Exotic animal escape: Jack Hanna says, 'I'm sorry for what happened ... What was done had to be done'
Terry Thompson, the owner of the animals, died from a self-inflicted gunshot wound. His body was found in the driveway, though Sheriff Matthew Lutz says it appears his body was dragged a bit after he was dead. They also believe the animals escaped because Thompson opened their cages before taking his own life.
There were 56 exotic animals being kept on the farm. Of those, 49 have been killed, either by authorities or by each other - two wolves, six black bears, two grizzly bears, nine male lions, eight female lions, one baboon, three mountain lions and 18 Bengal tigers. Six animals were able to be transported to the Columbus Zoo - one grizzly bear, three leopards and two monkeys. One monkey is still unaccounted for, but authorities believe it was killed by one of the large cats.
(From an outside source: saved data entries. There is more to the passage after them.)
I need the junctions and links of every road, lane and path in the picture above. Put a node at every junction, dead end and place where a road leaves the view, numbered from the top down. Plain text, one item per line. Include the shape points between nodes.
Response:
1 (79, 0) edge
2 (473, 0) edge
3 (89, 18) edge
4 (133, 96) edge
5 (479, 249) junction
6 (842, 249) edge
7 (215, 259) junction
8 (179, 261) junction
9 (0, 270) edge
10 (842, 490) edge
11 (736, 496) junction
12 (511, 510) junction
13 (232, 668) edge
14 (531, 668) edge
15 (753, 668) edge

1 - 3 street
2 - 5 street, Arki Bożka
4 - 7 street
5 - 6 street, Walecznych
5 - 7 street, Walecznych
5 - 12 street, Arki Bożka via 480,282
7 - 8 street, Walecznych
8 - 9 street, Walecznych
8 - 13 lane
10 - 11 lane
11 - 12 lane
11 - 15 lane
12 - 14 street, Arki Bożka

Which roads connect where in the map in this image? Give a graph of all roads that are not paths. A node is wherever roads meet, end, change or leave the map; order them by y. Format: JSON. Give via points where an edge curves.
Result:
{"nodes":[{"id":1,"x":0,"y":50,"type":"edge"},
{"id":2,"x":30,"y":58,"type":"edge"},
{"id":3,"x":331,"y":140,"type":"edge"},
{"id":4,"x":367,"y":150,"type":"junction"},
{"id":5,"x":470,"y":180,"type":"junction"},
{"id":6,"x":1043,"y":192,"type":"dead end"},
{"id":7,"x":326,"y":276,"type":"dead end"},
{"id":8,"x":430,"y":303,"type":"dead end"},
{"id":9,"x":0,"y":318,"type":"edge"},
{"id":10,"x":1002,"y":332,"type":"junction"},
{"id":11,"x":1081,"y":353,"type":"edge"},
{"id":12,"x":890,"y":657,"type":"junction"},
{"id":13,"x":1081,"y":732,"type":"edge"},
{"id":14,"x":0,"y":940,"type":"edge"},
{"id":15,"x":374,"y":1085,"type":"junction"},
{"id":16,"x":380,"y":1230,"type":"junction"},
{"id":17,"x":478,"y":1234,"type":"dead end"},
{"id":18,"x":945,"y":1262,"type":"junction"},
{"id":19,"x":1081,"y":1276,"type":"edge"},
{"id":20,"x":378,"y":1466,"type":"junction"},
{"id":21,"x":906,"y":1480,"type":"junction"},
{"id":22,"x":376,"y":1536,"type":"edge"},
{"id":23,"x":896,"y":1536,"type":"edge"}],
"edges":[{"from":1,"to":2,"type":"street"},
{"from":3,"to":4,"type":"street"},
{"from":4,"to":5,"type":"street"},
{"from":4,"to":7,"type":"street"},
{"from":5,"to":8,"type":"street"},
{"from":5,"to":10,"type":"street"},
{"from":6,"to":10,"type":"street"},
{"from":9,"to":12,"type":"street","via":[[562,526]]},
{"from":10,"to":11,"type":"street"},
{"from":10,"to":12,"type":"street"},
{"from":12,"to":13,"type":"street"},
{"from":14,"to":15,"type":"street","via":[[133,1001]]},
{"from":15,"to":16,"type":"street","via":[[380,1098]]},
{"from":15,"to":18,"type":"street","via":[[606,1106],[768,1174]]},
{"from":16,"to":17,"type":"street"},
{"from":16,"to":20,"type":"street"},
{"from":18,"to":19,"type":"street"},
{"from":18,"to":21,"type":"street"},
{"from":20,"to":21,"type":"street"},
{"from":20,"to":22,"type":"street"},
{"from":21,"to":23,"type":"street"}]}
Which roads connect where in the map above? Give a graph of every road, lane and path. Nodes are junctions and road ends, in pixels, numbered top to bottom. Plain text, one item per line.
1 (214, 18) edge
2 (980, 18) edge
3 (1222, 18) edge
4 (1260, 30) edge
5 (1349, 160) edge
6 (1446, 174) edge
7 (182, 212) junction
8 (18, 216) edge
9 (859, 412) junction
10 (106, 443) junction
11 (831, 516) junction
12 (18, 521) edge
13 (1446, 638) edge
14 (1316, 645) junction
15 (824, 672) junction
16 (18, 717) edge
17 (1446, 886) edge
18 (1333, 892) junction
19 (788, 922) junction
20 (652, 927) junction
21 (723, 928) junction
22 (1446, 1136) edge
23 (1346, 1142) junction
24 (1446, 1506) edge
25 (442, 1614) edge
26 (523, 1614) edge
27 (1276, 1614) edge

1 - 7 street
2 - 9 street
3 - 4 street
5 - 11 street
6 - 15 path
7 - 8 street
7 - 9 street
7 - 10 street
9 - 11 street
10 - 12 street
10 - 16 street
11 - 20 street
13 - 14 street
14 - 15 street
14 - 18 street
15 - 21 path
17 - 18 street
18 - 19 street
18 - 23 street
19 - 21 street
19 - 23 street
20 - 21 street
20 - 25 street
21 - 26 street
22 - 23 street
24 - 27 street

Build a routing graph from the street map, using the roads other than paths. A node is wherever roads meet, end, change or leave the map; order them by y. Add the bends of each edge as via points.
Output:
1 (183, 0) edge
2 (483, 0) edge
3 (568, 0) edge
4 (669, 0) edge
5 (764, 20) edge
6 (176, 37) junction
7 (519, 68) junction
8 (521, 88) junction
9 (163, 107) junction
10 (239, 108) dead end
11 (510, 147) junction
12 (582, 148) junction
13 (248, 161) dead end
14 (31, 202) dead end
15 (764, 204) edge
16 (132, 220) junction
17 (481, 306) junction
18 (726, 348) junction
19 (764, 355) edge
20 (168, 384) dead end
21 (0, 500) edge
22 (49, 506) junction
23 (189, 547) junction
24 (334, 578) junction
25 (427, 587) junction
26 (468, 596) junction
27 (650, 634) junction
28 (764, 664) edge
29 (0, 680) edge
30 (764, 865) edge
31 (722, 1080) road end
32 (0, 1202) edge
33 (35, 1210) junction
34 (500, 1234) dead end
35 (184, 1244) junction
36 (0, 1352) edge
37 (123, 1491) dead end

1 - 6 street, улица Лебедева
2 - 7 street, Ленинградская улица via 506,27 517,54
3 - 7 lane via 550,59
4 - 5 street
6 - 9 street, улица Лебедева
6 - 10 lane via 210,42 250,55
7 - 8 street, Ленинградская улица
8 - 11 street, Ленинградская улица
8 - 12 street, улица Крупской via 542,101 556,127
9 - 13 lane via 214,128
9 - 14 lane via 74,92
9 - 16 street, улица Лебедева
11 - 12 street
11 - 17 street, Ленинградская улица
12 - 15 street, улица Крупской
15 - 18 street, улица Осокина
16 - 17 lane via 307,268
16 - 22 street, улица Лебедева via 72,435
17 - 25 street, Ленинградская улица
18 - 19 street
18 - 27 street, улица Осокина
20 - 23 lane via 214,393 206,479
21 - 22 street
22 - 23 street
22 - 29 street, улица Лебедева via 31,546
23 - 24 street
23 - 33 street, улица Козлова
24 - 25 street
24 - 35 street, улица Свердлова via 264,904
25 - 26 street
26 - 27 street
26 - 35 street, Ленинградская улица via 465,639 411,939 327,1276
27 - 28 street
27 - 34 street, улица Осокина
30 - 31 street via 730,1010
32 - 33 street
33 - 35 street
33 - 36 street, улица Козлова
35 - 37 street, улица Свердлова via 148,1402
Lutz says the captured animals are doing well. They are eating and active at the zoo and being carefully monitored.
Jack Hanna (pictured above), the director emeritus of the Columbus Zoo, spoke at the earlier press conference about the tragic situation.
"I'm sorry for what happened to these animals. But also for what could have happened to people. Let's hope this never has to happen again in any state. This is a tragedy for the animal world," says Hanna. "If we had 18 Bengal tigers running around in these woods, you wouldn't have wanted to see what would have happened ... What was done had to be done."
The deceased animals were buried on the farm at Hanna's recommendation and the request of Thompson's wife. Sheriff Lutz says Thompson's wife is obviously very upset and is handling the situation as well as she can.